Larry finds it hard to wrap his head around the logic. Just one day after Lawrence left Fort Drum, Gen. Peter Chiarelli arrived on the base to speak to soldiers about suicide awareness. Imagine the scandal had Lawrence killed himself. "They say one suicide death is too many," says Larry, "and yet they have a survivor who didn't go along with their treatment [because he believed] his career would be over, so he took the best way he could think of out."
The court also disregarded Lawrence's service in the legion, which by the assessment of his French commanders reflected the same core values of "duty" and "honor" that had been instilled in him both at West Point and in the Army itself. Yet none of it mattered. "[He] was supposed to deploy as a platoon leader in our Army, and he didn't," stated the prosecutor. "That is dishonorable."
Lawrence is currently housed in a medium-security unit in Fort Leavenworth. Because he fears retribution from prison officials, Lawrence is careful not to describe, in writing or during phone calls with his family or friends, anything about what his mother calls his "ordeal," which she hints has been significant. He has reportedly been a model prisoner. This summer, the Frankses fired Lawrence's attorney and hired Jack Zimmermann, a former military JAG and judge. Zimmermann intends to appeal Lawrence's conviction.

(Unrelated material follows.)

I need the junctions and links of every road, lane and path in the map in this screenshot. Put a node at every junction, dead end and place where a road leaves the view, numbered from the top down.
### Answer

Ulrike is consumed with the unfairness of it all. She searches the Internet for stories and statistics to bolster her argument that Lawrence is not a deserter but a survivor — a symbol of hope. Lawrence is "suicide-delivered," in the words of his mother: He's beaten an enemy. "But instead of being celebrated, he's vilified. All these people who wash up because there's no one who [can serve as] an example," she says. "Lawrence is the example."

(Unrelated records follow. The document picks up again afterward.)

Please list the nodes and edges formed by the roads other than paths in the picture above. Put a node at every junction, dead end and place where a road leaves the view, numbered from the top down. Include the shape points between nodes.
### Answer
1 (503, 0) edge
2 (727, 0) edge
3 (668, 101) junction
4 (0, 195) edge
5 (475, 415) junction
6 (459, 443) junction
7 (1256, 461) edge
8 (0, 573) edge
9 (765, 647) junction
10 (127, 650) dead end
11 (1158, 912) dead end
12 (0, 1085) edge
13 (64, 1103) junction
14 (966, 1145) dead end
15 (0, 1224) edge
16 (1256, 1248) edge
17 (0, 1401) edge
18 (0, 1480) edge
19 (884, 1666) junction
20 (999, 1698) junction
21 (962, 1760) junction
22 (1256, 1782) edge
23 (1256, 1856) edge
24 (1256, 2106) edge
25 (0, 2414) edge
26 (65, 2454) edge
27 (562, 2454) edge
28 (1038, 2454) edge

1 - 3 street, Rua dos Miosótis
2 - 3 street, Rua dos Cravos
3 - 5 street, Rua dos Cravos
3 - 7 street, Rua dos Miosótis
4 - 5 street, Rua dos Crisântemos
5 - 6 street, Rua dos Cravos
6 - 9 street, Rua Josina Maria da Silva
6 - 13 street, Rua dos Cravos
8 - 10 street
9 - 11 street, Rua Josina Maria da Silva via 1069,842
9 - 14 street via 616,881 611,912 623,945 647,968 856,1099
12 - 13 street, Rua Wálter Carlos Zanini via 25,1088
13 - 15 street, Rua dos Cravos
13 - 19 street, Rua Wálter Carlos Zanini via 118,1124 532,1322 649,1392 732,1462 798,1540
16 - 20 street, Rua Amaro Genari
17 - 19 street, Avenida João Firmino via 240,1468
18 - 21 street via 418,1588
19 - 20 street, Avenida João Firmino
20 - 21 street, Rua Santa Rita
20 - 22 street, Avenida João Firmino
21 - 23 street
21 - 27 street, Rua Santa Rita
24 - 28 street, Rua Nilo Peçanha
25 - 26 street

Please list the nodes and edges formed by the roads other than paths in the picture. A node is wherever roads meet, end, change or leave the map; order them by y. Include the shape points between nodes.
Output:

This is Larry and Ulrike's narrative. And, like the Army's, it is fixed. "Lawrence joined the legion not because he didn't want to be an officer," Ulrike says, though in truth, Lawrence never wanted to be an officer. And there is nothing to suggest that he would now enjoy being anyone's role model — it was that characterization that had crushed him all along. But his parents cannot acknowledge these facts any more than Lawrence understood that his quest to find meaning in his life didn't make him sinful. It made him human.
"My parents are desperate to get him out of prison, as if that will save his life," says Marin, who worries about her brother. All these years he suffered, even while free, she notes. "To me, that says the heart is not OK." When Marin first learned that Lawrence had been suicidal, "I was like, 'Oh, my God, no one knew! What are we going to do about that as a family — are we going to talk about it?' " In the 18 months since Lawrence came back to the U.S., her family has yet to have that kind of meeting, she says.

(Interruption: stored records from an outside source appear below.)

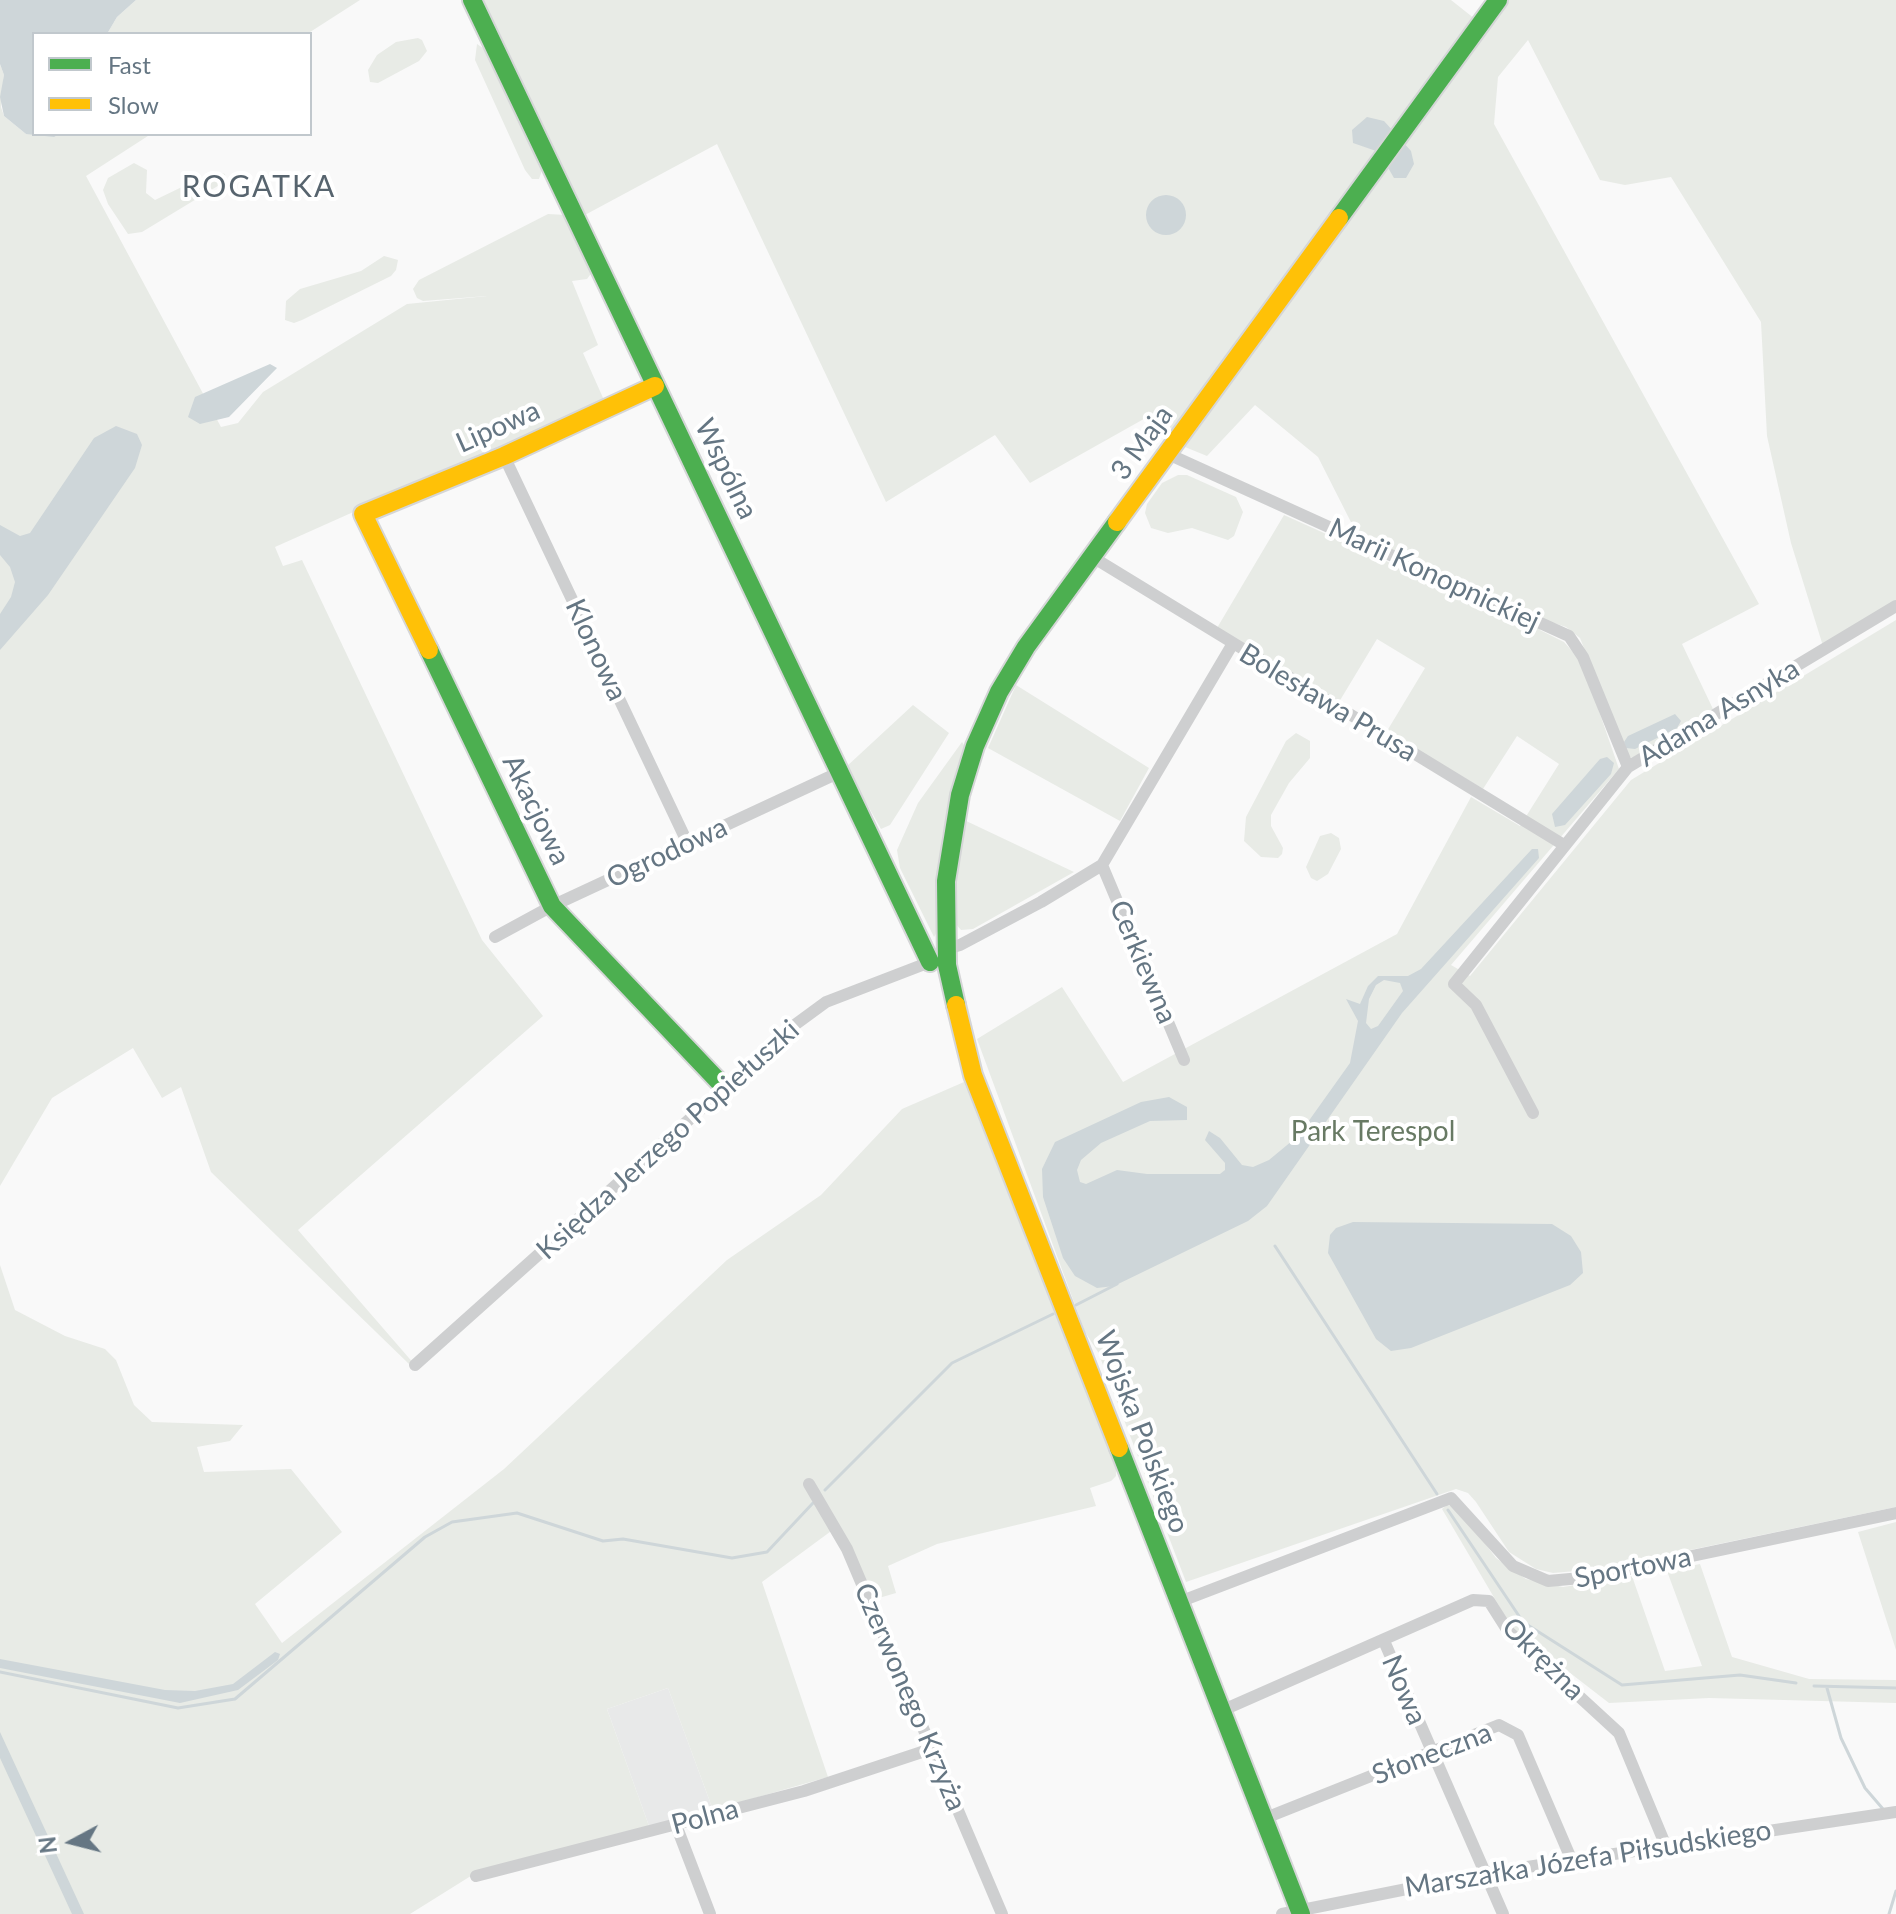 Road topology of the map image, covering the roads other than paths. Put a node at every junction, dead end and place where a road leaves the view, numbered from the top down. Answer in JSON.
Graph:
{"nodes":[{"id":1,"x":472,"y":0,"type":"edge"},
{"id":2,"x":1498,"y":0,"type":"edge"},
{"id":3,"x":655,"y":386,"type":"junction"},
{"id":4,"x":1168,"y":454,"type":"junction"},
{"id":5,"x":504,"y":456,"type":"junction"},
{"id":6,"x":363,"y":514,"type":"joint"},
{"id":7,"x":1094,"y":558,"type":"junction"},
{"id":8,"x":1896,"y":606,"type":"edge"},
{"id":9,"x":1232,"y":645,"type":"junction"},
{"id":10,"x":1628,"y":767,"type":"junction"},
{"id":11,"x":840,"y":772,"type":"junction"},
{"id":12,"x":688,"y":844,"type":"junction"},
{"id":13,"x":1564,"y":845,"type":"junction"},
{"id":14,"x":1102,"y":865,"type":"junction"},
{"id":15,"x":552,"y":906,"type":"junction"},
{"id":16,"x":495,"y":937,"type":"dead end"},
{"id":17,"x":941,"y":959,"type":"junction"},
{"id":18,"x":1184,"y":1060,"type":"dead end"},
{"id":19,"x":723,"y":1086,"type":"junction"},
{"id":20,"x":1533,"y":1113,"type":"dead end"},
{"id":21,"x":415,"y":1365,"type":"dead end"},
{"id":22,"x":809,"y":1484,"type":"dead end"},
{"id":23,"x":1896,"y":1513,"type":"edge"},
{"id":24,"x":1179,"y":1602,"type":"junction"},
{"id":25,"x":1384,"y":1641,"type":"junction"},
{"id":26,"x":1221,"y":1711,"type":"junction"},
{"id":27,"x":931,"y":1749,"type":"junction"},
{"id":28,"x":1430,"y":1753,"type":"junction"},
{"id":29,"x":1896,"y":1812,"type":"edge"},
{"id":30,"x":1263,"y":1819,"type":"junction"},
{"id":31,"x":676,"y":1825,"type":"junction"},
{"id":32,"x":1665,"y":1844,"type":"junction"},
{"id":33,"x":1572,"y":1861,"type":"junction"},
{"id":34,"x":1487,"y":1873,"type":"junction"},
{"id":35,"x":476,"y":1876,"type":"dead end"},
{"id":36,"x":1294,"y":1912,"type":"edge"},
{"id":37,"x":710,"y":1914,"type":"edge"},
{"id":38,"x":1002,"y":1914,"type":"edge"},
{"id":39,"x":1503,"y":1914,"type":"edge"}],
"edges":[{"from":1,"to":3,"type":"street","name":"Wspólna"},
{"from":2,"to":4,"type":"street","name":"3 Maja"},
{"from":3,"to":5,"type":"street","name":"Lipowa"},
{"from":3,"to":11,"type":"street","name":"Wspólna"},
{"from":4,"to":7,"type":"street","name":"3 Maja"},
{"from":4,"to":10,"type":"street","name":"Marii Konopnickiej"},
{"from":5,"to":6,"type":"street","name":"Lipowa"},
{"from":5,"to":12,"type":"street","name":"Klonowa"},
{"from":6,"to":15,"type":"street","name":"Akacjowa"},
{"from":7,"to":9,"type":"street","name":"Bolesława Prusa"},
{"from":7,"to":17,"type":"street","name":"3 Maja"},
{"from":8,"to":10,"type":"street","name":"Adama Asnyka"},
{"from":9,"to":13,"type":"street","name":"Bolesława Prusa"},
{"from":9,"to":14,"type":"street","name":"Księdza Jerzego Popiełuszki"},
{"from":10,"to":13,"type":"street","name":"Adama Asnyka"},
{"from":11,"to":12,"type":"street","name":"Ogrodowa"},
{"from":11,"to":17,"type":"street","name":"Wspólna"},
{"from":12,"to":15,"type":"street","name":"Ogrodowa"},
{"from":13,"to":20,"type":"street","name":"Adama Asnyka"},
{"from":14,"to":17,"type":"street","name":"Księdza Jerzego Popiełuszki"},
{"from":14,"to":18,"type":"street","name":"Cerkiewna"},
{"from":15,"to":16,"type":"street","name":"Ogrodowa"},
{"from":15,"to":19,"type":"street","name":"Akacjowa"},
{"from":17,"to":19,"type":"street","name":"Księdza Jerzego Popiełuszki"},
{"from":17,"to":24,"type":"street","name":"Wojska Polskiego"},
{"from":19,"to":21,"type":"street","name":"Księdza Jerzego Popiełuszki"},
{"from":22,"to":27,"type":"street","name":"Czerwonego Krzyża"},
{"from":23,"to":24,"type":"street","name":"Sportowa"},
{"from":24,"to":26,"type":"street","name":"Wojska Polskiego"},
{"from":25,"to":26,"type":"street","name":"Okrężna"},
{"from":25,"to":28,"type":"street","name":"Nowa"},
{"from":25,"to":32,"type":"street","name":"Okrężna"},
{"from":26,"to":30,"type":"street","name":"Wojska Polskiego"},
{"from":27,"to":31,"type":"street","name":"Polna"},
{"from":27,"to":38,"type":"street","name":"Czerwonego Krzyża"},
{"from":28,"to":30,"type":"street","name":"Słoneczna"},
{"from":28,"to":33,"type":"street","name":"Słoneczna"},
{"from":28,"to":34,"type":"street","name":"Nowa"},
{"from":29,"to":32,"type":"street","name":"Marszałka Józefa Piłsudskiego"},
{"from":30,"to":36,"type":"street","name":"Wojska Polskiego"},
{"from":31,"to":35,"type":"street","name":"Polna"},
{"from":31,"to":37,"type":"street"},
{"from":32,"to":33,"type":"street","name":"Marszałka Józefa Piłsudskiego"},
{"from":33,"to":34,"type":"street","name":"Marszałka Józefa Piłsudskiego"},
{"from":34,"to":36,"type":"street","name":"Marszałka Józefa Piłsudskiego"},
{"from":34,"to":39,"type":"street","name":"Nowa"}]}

According to Lawrence, he returned to Fort Drum in 2014 no longer obsessed with suicide. It doesn't mean he doesn't still think about it from time to time, and it doesn't mean he isn't depressed. But Ulrike and Larry find comfort in their interpretation of things. It seems preferable to the analysis offered, tactfully, by some of their friends: that once Lawrence's long sojourn at Leavenworth is over, whenever that is, he can finally get the help he needs.